Monthly Archives: July 2007

Ever hopeful

This morning, I went to a special Year 10 assembly at the High School, where certificates were being handed out to those pupils who had received particularly good reports from their work experience placings. Two representatives from one firm that had taken several students were there to hand out some certificates and the rest, fifty or so, were read out and were to be given out at afternoon registration, as well as chocolates to each class. Each child had written a work experience diary and the best of these were given £15 gift vouchers. There were also chocolates and cards for the form tutors and extra presents for staff who had helped the Work Experience co-ordinator. Overall, it was a very jolly occasion with a good atmosphere.

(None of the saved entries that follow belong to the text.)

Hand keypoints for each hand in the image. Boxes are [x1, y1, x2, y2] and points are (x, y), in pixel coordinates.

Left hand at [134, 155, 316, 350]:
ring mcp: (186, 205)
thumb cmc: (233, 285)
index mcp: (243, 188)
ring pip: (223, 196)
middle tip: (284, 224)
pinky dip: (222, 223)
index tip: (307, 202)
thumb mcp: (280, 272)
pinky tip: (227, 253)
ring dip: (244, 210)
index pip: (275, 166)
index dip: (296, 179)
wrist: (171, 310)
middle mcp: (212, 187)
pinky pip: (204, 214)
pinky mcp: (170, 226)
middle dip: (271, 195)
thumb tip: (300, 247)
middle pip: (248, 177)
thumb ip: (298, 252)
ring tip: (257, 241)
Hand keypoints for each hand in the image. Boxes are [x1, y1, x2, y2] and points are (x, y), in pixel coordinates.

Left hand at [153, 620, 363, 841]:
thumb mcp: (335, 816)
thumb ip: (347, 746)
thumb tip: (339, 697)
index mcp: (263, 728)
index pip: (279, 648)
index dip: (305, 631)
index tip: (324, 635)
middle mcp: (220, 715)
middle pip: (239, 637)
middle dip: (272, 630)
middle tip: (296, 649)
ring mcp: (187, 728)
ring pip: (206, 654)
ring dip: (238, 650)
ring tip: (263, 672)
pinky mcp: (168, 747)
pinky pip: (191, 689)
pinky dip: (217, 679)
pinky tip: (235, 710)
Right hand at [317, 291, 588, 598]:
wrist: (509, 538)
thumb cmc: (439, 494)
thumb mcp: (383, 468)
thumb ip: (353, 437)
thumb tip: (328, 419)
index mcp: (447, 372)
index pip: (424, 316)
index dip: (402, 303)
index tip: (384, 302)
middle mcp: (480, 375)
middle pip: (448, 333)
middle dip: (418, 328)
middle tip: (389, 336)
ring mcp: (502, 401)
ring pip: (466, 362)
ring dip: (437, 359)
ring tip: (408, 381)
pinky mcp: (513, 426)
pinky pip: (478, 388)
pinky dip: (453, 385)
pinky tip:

The Deputy Head remarked that not everyone had enjoyed their placement, but that most of them had made the best of it and that some of the award-winners were people who had not found it the most interesting but had worked cheerfully and capably anyway.

You know, Year 10 is the only year in the High School where there are no public exams (unless anyone is taking a couple of GCSEs early). Maybe that was the reason the kids all looked so cheerful? I also couldn’t help noticing that no one was either too fat or too thin – that is, there was a wide variety of sizes and a couple of them were slightly on the chunky side, and lots were very slender as young teenagers often are, but they were all well within a healthy range.

Could it be that something is going rather right here?

Midnight feasting

The Sage turned off the light and stood, hesitatingly, by the window. “It’s hot” he said, “but I don’t want to let in the mosquitoes”. “At least they won’t be drawn by the light” I answered. “Just by the scent of our warmly trembling bodies.”

“I’ll just open it a couple of inches,” he decided. “Good call,” I said approvingly. “That’ll keep out all those three-inch mosquitoes.”

He moved into my waiting arms. Later, I woke and looked at the clock. It was 20 minutes after I last looked. I had been woken by a whining drone. Not a bee, nor Bertie Wooster, but a marauding mozzie. Too tired to get up and look for it, I huddled the duvet round me, only letting my face take its chances.

Within minutes, I had to throw it off entirely before I slid wetly out of bed in a pool of my own moisture.

The mozzie fed well last night.

Who is reading this?

I was exchanging emails with a friend last night – she commented on my quick reply and I said I’d been at the computer already, reading blogs, so had answered straight away. I got this back (the subject was a question of law).

Did you never think of using your quick wit in the court room for………..money?
Its razor sharp! do you have your own blog then? Can’t keep up!!

I’ve been wondering ever since if there was a part-hidden meaning. Indeed, I wrote back er, is there a hint there? Has someone outed me?
Not that it’s a secret.

But I got a delivery failure notification, which was just as well, because if she hadn’t read the blog already she would be by now, because she’d have asked what on earth I meant and, of course, Z doesn’t lie.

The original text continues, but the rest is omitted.